* _What you should do_
For every line of the material below, check for the string "Росица" and return the line if it is there.

* _Material for the task_

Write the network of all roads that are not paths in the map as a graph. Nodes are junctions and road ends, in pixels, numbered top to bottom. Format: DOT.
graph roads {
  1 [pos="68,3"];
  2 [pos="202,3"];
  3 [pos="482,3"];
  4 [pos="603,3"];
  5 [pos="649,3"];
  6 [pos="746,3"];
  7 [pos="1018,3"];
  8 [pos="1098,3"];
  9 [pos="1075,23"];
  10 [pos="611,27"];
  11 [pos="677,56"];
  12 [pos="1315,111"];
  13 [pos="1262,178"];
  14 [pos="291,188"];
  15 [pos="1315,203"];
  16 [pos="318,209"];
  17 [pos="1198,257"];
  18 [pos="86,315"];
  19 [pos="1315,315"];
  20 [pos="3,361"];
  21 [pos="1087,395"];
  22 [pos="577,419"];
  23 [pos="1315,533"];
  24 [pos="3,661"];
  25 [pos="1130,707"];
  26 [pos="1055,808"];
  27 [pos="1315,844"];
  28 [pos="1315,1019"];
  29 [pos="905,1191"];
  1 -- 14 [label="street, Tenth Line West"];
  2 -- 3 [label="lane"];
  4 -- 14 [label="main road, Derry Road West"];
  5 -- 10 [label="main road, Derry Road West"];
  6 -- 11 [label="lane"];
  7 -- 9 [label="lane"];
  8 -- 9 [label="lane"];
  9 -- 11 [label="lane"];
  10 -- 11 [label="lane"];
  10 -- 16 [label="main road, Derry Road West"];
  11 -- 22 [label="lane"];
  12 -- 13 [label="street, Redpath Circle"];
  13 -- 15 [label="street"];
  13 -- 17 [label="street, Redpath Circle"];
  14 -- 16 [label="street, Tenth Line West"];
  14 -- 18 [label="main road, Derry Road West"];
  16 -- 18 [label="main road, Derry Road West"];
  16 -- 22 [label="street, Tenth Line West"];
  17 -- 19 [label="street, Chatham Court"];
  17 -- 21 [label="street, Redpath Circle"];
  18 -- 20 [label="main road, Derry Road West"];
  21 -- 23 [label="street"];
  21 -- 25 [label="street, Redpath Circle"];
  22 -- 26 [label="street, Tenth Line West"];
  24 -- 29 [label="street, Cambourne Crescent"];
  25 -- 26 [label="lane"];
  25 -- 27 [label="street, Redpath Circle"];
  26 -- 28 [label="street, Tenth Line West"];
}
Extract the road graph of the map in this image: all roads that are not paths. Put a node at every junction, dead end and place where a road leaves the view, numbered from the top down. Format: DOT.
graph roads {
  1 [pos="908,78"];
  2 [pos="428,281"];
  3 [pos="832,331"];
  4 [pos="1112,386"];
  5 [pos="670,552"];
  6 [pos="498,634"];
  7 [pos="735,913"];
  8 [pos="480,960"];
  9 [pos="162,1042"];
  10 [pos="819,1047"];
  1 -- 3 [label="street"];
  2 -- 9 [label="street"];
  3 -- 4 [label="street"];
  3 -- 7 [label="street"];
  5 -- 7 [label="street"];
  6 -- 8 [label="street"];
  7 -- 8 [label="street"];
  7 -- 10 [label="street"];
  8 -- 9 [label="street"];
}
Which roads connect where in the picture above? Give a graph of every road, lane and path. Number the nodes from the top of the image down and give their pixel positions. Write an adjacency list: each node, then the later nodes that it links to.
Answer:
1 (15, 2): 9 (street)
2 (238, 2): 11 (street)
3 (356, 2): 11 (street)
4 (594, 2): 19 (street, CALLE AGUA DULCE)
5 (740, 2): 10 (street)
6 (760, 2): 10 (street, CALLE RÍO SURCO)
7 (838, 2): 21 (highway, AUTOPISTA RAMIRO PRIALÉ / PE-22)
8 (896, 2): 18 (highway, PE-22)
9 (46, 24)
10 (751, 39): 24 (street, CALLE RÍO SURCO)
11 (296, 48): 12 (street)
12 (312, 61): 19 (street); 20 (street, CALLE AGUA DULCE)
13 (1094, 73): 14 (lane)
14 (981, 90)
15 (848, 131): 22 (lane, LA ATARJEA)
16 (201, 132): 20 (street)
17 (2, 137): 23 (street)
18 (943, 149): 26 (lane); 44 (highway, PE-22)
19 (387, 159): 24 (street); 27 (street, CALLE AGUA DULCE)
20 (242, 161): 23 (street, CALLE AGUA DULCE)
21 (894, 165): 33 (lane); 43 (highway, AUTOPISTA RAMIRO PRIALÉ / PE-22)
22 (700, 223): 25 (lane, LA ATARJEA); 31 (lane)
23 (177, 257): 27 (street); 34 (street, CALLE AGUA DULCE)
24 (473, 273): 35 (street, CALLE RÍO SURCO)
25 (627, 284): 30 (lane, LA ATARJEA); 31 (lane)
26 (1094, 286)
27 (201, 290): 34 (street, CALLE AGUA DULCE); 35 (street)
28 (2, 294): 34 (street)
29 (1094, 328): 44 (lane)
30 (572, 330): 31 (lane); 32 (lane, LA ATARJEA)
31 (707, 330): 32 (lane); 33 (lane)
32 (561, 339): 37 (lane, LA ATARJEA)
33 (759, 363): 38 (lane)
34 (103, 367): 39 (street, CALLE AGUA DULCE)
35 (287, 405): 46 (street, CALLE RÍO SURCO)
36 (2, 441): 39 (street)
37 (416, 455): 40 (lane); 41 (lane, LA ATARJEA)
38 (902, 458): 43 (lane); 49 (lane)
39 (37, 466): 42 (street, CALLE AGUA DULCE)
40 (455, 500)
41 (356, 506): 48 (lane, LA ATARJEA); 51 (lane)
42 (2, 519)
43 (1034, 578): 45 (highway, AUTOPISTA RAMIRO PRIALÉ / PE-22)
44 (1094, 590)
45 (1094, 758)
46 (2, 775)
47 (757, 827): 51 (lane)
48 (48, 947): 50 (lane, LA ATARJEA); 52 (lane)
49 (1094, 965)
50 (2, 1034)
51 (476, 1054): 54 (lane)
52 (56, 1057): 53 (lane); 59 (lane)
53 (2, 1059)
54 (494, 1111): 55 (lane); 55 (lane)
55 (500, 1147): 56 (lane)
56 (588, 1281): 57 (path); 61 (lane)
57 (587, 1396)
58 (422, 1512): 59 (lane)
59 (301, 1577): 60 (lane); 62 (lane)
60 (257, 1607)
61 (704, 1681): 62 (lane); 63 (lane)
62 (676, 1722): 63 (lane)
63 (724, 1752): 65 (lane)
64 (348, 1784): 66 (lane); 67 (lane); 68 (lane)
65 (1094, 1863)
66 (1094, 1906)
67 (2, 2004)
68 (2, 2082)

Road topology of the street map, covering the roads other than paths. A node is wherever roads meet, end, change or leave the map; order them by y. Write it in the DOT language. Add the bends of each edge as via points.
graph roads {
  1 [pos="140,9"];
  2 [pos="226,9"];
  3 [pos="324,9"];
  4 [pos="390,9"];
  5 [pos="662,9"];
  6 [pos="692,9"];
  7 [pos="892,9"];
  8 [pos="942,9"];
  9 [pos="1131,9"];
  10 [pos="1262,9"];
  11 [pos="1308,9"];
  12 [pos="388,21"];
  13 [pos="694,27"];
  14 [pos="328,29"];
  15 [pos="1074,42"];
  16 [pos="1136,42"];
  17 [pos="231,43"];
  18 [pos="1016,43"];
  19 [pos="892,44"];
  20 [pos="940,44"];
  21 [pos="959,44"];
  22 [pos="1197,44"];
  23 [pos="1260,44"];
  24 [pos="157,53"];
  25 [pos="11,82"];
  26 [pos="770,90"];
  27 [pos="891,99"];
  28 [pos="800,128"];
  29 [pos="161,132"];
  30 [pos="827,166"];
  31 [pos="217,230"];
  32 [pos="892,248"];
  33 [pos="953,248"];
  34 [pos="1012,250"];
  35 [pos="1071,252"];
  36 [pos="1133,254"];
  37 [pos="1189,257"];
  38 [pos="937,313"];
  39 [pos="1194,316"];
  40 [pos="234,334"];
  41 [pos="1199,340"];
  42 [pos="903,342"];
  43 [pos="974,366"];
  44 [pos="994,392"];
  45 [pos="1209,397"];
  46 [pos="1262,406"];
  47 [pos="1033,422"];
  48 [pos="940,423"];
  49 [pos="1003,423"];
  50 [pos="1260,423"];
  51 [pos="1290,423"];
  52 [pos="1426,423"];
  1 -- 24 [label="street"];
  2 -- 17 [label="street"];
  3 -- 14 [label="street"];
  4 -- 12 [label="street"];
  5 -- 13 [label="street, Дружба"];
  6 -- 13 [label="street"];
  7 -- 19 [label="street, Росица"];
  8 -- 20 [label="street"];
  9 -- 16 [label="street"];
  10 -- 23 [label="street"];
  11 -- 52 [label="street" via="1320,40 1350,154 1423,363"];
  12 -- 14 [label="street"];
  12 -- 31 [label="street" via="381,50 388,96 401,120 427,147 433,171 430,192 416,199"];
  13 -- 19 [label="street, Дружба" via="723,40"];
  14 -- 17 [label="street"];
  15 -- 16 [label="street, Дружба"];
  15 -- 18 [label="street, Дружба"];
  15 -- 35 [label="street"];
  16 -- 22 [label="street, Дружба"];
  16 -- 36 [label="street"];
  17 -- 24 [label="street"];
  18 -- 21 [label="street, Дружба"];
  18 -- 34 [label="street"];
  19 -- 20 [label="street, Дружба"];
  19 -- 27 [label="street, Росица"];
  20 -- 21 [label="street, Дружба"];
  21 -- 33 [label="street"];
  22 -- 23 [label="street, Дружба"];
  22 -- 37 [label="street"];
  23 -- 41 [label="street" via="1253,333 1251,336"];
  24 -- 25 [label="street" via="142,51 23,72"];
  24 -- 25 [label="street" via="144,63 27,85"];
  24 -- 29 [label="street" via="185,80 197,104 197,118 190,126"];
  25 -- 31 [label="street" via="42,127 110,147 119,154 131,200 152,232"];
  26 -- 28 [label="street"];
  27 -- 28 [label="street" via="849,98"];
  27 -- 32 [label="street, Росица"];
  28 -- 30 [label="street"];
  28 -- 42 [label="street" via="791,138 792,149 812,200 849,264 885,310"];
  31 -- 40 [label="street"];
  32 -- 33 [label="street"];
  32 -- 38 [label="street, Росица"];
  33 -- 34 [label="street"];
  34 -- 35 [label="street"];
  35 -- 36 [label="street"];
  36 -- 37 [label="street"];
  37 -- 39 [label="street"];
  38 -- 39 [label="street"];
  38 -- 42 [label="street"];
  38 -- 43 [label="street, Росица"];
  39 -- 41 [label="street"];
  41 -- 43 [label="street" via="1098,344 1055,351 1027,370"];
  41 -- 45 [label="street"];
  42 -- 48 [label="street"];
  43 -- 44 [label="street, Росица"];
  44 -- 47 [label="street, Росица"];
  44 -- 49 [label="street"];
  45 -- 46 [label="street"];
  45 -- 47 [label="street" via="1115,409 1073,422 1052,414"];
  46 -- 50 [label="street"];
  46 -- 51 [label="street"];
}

* _Task response_
  7 -- 19 [label="street, Росица"];
  19 -- 27 [label="street, Росица"];
  27 -- 32 [label="street, Росица"];
  32 -- 38 [label="street, Росица"];
  38 -- 43 [label="street, Росица"];
  43 -- 44 [label="street, Росица"];
  44 -- 47 [label="street, Росица"];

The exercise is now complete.